# Find the value of $\lim_{n \rightarrow \infty} \sqrt{1+\left(\frac1{2n}\right)^n}$

Find the limit of the sequence as it approches $\infty$ $$\sqrt{1+\left(\frac1{2n}\right)^n}$$

I made a table of the values of the sequence and the values approach 1, so why is the limit $e^{1/4}$?

I know that if the answer is $e^{1/4}$ I must have to take the $\ln$ of the sequence but how and where do I do that with the square root?

I did some work getting the sequence into an indeterminate form and trying to use L'Hospitals but I'm not sure if it's right and then where to go from there. Here is the work I've done

$$\sqrt{1+\left(\frac1{2n}\right)^n} = \frac1{2n} \ln \left(1+\frac1{2n}\right) = \lim_{x\to\infty} \frac1{2n} \ln \left(1+\frac1{2n}\right) \\ = \frac 1{1+\frac1{2n}}\cdot-\frac1{2n^2}\div-\frac1{2n^2}$$

Thank you

• You've written two different sequences in your question. The first one you mention is $\sqrt{1 + (1/2n)^n}$, and the second is $(1 + (1/2n))^{n/2}$. – Christopher A. Wong Mar 26 '13 at 20:29
• I think you have messed up with brackets, because the original sequence has the limit of 1 indeed. – rtybase Mar 26 '13 at 20:29
• @user68626 I fixed the formatting.
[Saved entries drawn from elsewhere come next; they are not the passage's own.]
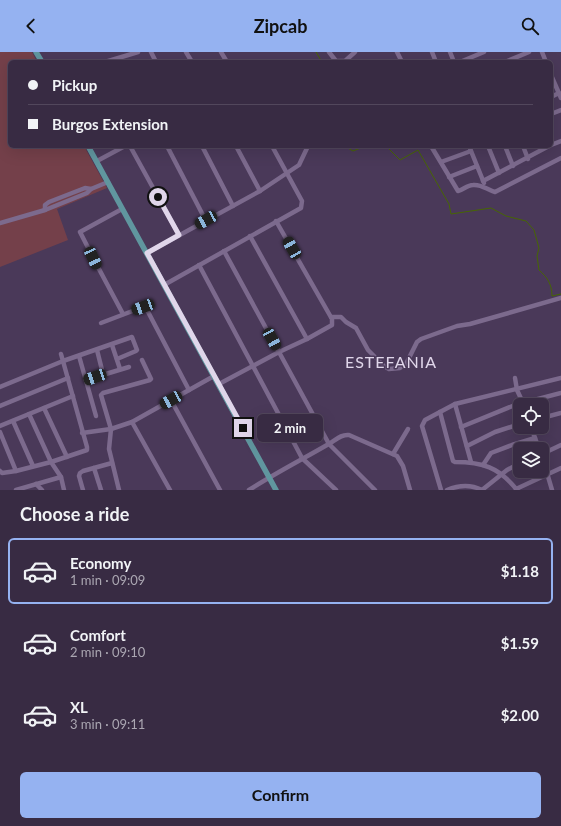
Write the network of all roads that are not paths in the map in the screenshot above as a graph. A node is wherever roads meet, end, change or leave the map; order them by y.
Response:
1 (138, 52) edge
2 (329, 52) edge
3 (355, 52) edge
4 (469, 52) edge
5 (484, 52) edge
6 (530, 52) edge
7 (471, 58) junction
8 (121, 60) edge
9 (335, 60) edge
10 (346, 60) edge
11 (466, 60) edge
12 (511, 60) edge
13 (553, 80) edge
14 (560, 96) edge
15 (89, 148) edge
16 (121, 148) edge
17 (131, 148) edge
18 (167, 148) edge
19 (203, 148) edge
20 (237, 148) edge
21 (273, 148) edge
22 (307, 148) edge
23 (433, 148) edge
24 (470, 148) edge
25 (489, 148) edge
26 (506, 148) edge
27 (524, 148) edge
28 (541, 148) edge
29 (561, 158) edge
30 (528, 159) junction
31 (96, 162) junction
32 (440, 162) junction
33 (477, 166) junction
34 (513, 166) junction
35 (287, 173) junction
36 (499, 173) junction
37 (449, 177) junction
38 (108, 182) junction
39 (484, 184) junction
40 (260, 192) junction
41 (234, 206) junction
42 (122, 209) junction
43 (206, 220) junction
44 (276, 221) junction
45 (0, 223) edge
46 (179, 235) junction
47 (250, 236) junction
48 (224, 251) junction
49 (147, 253) junction
50 (200, 265) junction
51 (164, 285) junction
52 (561, 298) edge
53 (123, 314) junction
54 (331, 317) junction
55 (101, 323) dead end
56 (307, 339) junction
57 (112, 344) junction
58 (97, 350) junction
59 (279, 352) junction
60 (62, 354) dead end
61 (79, 356) junction
62 (117, 359) junction
63 (142, 360) dead end
64 (63, 361) junction
65 (253, 366) junction
66 (129, 367) dead end
67 (120, 369) junction
68 (103, 374) junction
69 (214, 376) junction
70 (68, 378) junction
71 (515, 378) dead end
72 (561, 378) edge
73 (86, 380) junction
74 (219, 384) junction
75 (0, 387) edge
76 (189, 390) junction
77 (517, 390) junction
78 (561, 393) edge
79 (73, 396) junction
80 (521, 398) edge
81 (544, 398) edge
82 (171, 400) junction
83 (455, 404) junction
84 (0, 406) edge
85 (513, 407) edge
86 (44, 408) junction
87 (440, 412) junction
88 (561, 413) edge
89 (29, 414) junction
90 (96, 416) dead end
91 (549, 416) edge
92 (13, 421) junction
93 (132, 422) junction
94 (0, 426) edge
95 (461, 426) junction
96 (513, 426) edge
97 (111, 429) junction
98 (408, 429) dead end
99 (0, 432) edge
100 (82, 433) junction
101 (534, 434) edge
102 (535, 438) junction
103 (536, 442) edge
104 (329, 444) junction
105 (561, 444) edge
106 (467, 446) junction
107 (549, 451) edge
108 (393, 454) junction
109 (67, 457) junction
110 (302, 458) junction
111 (51, 462) junction
112 (472, 462) junction
113 (112, 463) junction
114 (483, 465) junction
115 (33, 466) junction
116 (513, 467) edge
117 (94, 468) junction
118 (561, 468) edge
119 (16, 471) junction
120 (0, 472) edge
121 (549, 473) edge
122 (502, 474) junction
123 (61, 476) junction
124 (270, 477) junction
125 (539, 478) edge
126 (548, 478) edge
127 (36, 484) junction
128 (17, 490) edge
129 (42, 490) edge
130 (64, 490) edge
131 (83, 490) edge
132 (101, 490) edge
133 (119, 490) edge
134 (170, 490) edge
135 (220, 490) edge
136 (249, 490) edge
137 (276, 490) edge
138 (336, 490) edge
139 (375, 490) edge
140 (410, 490) edge
141 (441, 490) edge
142 (448, 490) edge
143 (482, 490) edge
144 (516, 490) edge
145 (552, 490) edge

1 - 8 street
2 - 9 street
3 - 10 street
4 - 7 street
5 - 7 street
6 - 12 street
7 - 11 street
13 - 14 street
15 - 31 main road
16 - 31 street
17 - 46 street
18 - 43 street
19 - 41 street
20 - 40 street
21 - 35 street
22 - 35 street
23 - 32 street
24 - 32 street
24 - 33 street
25 - 36 street
26 - 34 street
27 - 30 street
28 - 30 street
29 - 39 street
30 - 34 street
31 - 38 main road
32 - 37 street
33 - 37 street
33 - 39 street
34 - 36 street
35 - 40 street
35 - 44 street
36 - 39 street
37 - 39 street
38 - 42 main road
38 - 45 street
40 - 41 street
41 - 43 street
42 - 49 main road
42 - 53 street
43 - 46 street
44 - 47 street
44 - 54 street
46 - 49 street
47 - 48 street
47 - 56 street
48 - 50 street
48 - 59 street
49 - 51 main road
50 - 51 street
50 - 65 street
51 - 69 main road
52 - 54 street
53 - 55 street
53 - 76 street
54 - 56 street
56 - 59 street
57 - 58 street
57 - 62 street
57 - 62 street
58 - 61 street
58 - 68 street
59 - 65 street
59 - 104 street
60 - 64 street
61 - 64 street
61 - 73 street
62 - 67 street
63 - 97 street
64 - 70 street
64 - 75 street
65 - 74 street
65 - 110 street
66 - 67 street
67 - 68 street
68 - 73 street
69 - 74 main road
69 - 76 street
70 - 79 street
70 - 84 street
71 - 77 street
72 - 77 street
73 - 90 street
74 - 124 main road
76 - 82 street
77 - 80 street
77 - 83 street
78 - 81 street
79 - 86 street
79 - 100 street
82 - 93 street
82 - 135 street
83 - 87 street
83 - 95 street
85 - 95 street
86 - 89 street
86 - 109 street
87 - 112 street
87 - 141 street
88 - 91 street
89 - 92 street
89 - 111 street
92 - 94 street
92 - 115 street
93 - 97 street
93 - 134 street
95 - 106 street
96 - 106 street
97 - 100 street
97 - 113 street
98 - 108 street
99 - 119 street
100 - 109 street
101 - 102 street
102 - 103 street
102 - 114 street
104 - 108 street
104 - 110 street
104 - 139 street
105 - 107 street
106 - 112 street
108 - 140 street
109 - 111 street
110 - 124 street
110 - 138 street
111 - 115 street
111 - 123 street
112 - 114 street
113 - 117 street
113 - 133 street
114 - 122 street
115 - 119 street
116 - 122 street
117 - 131 street
117 - 132 street
118 - 121 street
119 - 120 street
122 - 143 street
122 - 144 street
123 - 127 street
123 - 130 street
124 - 136 street
124 - 137 main road
125 - 144 street
126 - 145 street
127 - 128 street
127 - 129 street
142 - 143 street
In the future, look at meta.math.stackexchange.com/questions/5020/…. – PyRulez Mar 26 '13 at 20:40
• The problem is that your problem is wrong - you want $$\lim_{n\to\infty}\sqrt{\left(1+\frac{1}{2n}\right)^n}$$ The limit, as you wrote it, is $1$, the limit I've written is $e^{1/4}$. – Thomas Andrews Mar 26 '13 at 20:55

Hint: $$\left(1+\frac{1}{2n}\right)^n=e^{n\log\left(1+\frac1{2n}\right)}\sim e^{n\times \frac 1{2n}}=e^{\frac12}$$ So what's the desired limit?
We have $\lim_{n\to\infty} (1+\frac{x}{n})^n = e^x$. Hence $\lim_{n \to \infty} (1+\frac{x}{2n})^{2n} = e^x$, then taking square roots (noting that the square root is continuous on $[0,\infty)$), we have $\lim_{n \to \infty} \sqrt{(1+\frac{x}{2n})^{2n}} = \lim_n (1+\frac{x}{2n})^{n} = \sqrt{e^x} = e^\frac{x}{2}$, and finally $\lim_{n\to\infty} \sqrt{(1+\frac{x}{2n})^{n}} = e^\frac{x}{4}$.
Setting $x=1$ gives the desired result.